Matsumoto is the heart of the Shinshu area and is famous for its produce and proximity to Kiso Valley and the Nakasendo (the “middle path” through the mountains that was a traditional route of daimyos to Edo, the capital) as well as Japan’s Southern Alps. It is the kick-off point for many heading over the mountain range to Kamikochi National Park and further beyond to Hida-Takayama in Gifu.
The drive between localities is filled with gorgeous scenery, and the area is abundant with hot springs, so there are ample opportunities for one to partake of one of the season’s joys—a good long soak.

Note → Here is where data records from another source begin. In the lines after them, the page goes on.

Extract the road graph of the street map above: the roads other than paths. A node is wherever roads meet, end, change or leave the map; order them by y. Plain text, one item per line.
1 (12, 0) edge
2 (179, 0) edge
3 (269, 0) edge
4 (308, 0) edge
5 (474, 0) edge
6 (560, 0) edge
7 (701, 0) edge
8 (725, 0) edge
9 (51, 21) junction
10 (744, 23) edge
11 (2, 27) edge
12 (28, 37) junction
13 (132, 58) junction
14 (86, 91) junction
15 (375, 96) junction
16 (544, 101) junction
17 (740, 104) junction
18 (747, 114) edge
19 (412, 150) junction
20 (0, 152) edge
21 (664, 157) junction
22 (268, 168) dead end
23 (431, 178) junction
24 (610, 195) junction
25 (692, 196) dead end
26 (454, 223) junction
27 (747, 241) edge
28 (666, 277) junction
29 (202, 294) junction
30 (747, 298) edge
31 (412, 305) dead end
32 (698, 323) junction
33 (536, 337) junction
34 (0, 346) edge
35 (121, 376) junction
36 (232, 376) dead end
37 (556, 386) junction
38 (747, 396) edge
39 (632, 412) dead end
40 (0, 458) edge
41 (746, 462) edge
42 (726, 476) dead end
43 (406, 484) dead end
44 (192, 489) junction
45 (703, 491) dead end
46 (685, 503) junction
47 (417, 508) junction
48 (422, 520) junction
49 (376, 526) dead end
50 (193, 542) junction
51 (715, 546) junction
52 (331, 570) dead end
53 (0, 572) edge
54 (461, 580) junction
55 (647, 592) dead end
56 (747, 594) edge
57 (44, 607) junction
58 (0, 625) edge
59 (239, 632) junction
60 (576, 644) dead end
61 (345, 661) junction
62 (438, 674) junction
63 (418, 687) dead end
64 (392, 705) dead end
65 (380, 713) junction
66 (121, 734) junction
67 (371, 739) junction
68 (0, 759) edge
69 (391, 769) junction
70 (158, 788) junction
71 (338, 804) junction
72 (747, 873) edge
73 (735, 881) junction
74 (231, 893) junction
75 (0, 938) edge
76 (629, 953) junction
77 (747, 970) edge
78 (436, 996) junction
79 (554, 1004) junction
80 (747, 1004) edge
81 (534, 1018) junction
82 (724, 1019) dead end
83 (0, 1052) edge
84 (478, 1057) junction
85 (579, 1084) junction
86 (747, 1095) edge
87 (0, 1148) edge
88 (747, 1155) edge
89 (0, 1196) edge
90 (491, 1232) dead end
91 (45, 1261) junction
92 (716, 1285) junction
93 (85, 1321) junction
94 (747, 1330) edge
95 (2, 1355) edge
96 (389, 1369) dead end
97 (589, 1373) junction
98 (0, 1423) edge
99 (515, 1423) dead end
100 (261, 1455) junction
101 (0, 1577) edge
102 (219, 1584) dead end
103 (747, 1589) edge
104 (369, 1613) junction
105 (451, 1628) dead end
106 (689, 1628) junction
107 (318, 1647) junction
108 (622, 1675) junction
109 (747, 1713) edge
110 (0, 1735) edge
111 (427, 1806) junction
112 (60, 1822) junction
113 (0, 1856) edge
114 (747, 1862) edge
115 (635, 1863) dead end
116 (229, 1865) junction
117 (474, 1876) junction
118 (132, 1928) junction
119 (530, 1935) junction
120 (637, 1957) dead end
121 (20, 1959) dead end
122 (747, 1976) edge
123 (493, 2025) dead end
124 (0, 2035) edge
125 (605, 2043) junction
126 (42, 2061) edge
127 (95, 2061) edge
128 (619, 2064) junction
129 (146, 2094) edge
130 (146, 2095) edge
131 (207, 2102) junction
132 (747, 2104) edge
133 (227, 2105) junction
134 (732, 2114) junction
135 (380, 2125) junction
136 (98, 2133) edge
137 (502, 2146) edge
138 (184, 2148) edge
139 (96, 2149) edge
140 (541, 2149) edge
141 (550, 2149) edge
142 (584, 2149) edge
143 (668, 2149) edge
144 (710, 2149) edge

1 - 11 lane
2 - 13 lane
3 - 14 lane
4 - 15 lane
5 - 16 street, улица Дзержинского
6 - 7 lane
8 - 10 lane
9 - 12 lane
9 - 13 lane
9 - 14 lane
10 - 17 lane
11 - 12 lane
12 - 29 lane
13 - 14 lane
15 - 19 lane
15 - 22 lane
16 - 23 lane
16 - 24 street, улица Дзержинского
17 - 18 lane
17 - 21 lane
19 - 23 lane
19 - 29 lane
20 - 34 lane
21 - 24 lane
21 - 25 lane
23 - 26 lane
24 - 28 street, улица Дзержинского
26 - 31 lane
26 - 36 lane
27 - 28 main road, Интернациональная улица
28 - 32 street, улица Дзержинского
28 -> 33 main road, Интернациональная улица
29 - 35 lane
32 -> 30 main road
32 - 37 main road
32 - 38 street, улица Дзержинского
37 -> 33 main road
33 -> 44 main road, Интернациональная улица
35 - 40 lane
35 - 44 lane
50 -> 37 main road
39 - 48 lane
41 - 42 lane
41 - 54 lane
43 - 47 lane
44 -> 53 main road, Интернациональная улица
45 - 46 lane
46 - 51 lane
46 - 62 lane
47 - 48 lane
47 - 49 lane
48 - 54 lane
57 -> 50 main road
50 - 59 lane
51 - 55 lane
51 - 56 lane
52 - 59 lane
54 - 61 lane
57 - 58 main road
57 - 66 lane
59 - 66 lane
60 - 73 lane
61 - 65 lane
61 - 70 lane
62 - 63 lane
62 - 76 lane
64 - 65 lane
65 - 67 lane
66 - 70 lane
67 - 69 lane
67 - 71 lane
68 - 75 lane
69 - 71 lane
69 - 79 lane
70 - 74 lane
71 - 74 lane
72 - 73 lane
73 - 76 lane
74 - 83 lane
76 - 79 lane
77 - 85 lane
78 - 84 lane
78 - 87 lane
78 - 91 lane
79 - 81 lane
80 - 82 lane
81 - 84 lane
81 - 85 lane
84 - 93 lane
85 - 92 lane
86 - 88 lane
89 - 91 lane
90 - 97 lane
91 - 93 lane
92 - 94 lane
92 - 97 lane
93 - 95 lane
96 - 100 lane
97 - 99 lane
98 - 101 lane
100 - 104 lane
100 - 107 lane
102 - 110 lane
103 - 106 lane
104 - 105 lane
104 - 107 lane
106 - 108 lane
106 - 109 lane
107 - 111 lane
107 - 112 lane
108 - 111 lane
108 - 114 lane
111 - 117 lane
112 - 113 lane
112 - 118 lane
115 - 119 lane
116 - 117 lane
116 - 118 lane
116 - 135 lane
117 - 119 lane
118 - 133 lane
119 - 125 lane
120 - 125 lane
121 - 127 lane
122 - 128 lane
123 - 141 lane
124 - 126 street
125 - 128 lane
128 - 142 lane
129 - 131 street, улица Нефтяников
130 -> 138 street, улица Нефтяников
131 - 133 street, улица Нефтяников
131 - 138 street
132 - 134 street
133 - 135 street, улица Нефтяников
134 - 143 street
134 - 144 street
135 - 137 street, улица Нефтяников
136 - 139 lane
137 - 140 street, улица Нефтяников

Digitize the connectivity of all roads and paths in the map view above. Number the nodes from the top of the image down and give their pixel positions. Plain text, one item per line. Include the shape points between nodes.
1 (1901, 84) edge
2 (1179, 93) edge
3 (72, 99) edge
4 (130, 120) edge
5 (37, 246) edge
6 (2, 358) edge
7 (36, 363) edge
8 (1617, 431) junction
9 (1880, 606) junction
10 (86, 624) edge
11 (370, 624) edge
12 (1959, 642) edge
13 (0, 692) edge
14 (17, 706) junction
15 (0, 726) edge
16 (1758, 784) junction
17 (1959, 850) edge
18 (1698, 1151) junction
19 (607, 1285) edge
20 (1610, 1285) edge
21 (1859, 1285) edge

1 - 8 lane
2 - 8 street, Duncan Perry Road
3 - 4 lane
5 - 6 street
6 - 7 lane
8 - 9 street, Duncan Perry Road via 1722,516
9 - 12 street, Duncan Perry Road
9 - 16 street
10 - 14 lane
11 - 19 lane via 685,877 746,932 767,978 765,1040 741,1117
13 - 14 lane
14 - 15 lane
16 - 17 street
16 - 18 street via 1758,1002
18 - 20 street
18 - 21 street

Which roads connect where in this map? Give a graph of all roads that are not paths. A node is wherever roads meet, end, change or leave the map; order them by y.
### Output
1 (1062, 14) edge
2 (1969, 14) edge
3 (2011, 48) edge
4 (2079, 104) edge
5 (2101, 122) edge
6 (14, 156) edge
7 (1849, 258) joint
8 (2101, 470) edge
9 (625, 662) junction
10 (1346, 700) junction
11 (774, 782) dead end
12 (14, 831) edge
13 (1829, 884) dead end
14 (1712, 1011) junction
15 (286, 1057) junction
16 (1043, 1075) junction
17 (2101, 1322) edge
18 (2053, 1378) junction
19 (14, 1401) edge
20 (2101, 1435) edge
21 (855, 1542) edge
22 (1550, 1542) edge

Autumn is apple season, and Shinshu is famous for its Azumino-Azusagawa apples. The cool weather, complimented by clear blue skies, creates the perfect mood for either riding or taking a drive around the orchards. The Southern Alps mountain range, with a dusting of the season’s first snow, dotted intermittently with crisp reds and greens of maples and pines, ensures a memorable and scenic treat.
Take the time to familiarize yourself with another of the local treats, fresh wasabi. Daio Wasabi Farm is Japan’s largest, covering 15 hectares and yielding 150 tons of flaming green goodness per year. Try some of the delicacies there such as wasabi ice cream or raw wasabi. While the root is generally known for its fiery ability to clear your sinuses and bring you to tears, eaten fresh, it has a sweet initial taste before delivering a subtle burning sensation to your nose. It compliments many dishes, but is often eaten with sushi or sashimi.
Be sure to delight your taste buds with Shinshu soba (buckwheat noodles), and don’t shy away from trying basashi (raw horsemeat). It may sound disgusting, but I was pleasantly surprised how tasty it was. For those feeling brave, you may be tempted to try candied crickets on rice as a snack with sake or fried wasp larvae.
Being little more than a two-hour train ride from Tokyo, Matsumoto is a great autumn getaway, to delight the senses and get you ready for winter’s onslaught. The locals are friendly and take great pride in sharing their city with you. Why not impose on their hospitality for a day or two? You certainly won’t regret it.
From Tokyo, reserved express trains depart regularly from Shinjuku Station and take two-and-a-half hours (¥6,910). From Nagoya, reserved express trains depart regularly and take two hours (¥6,070).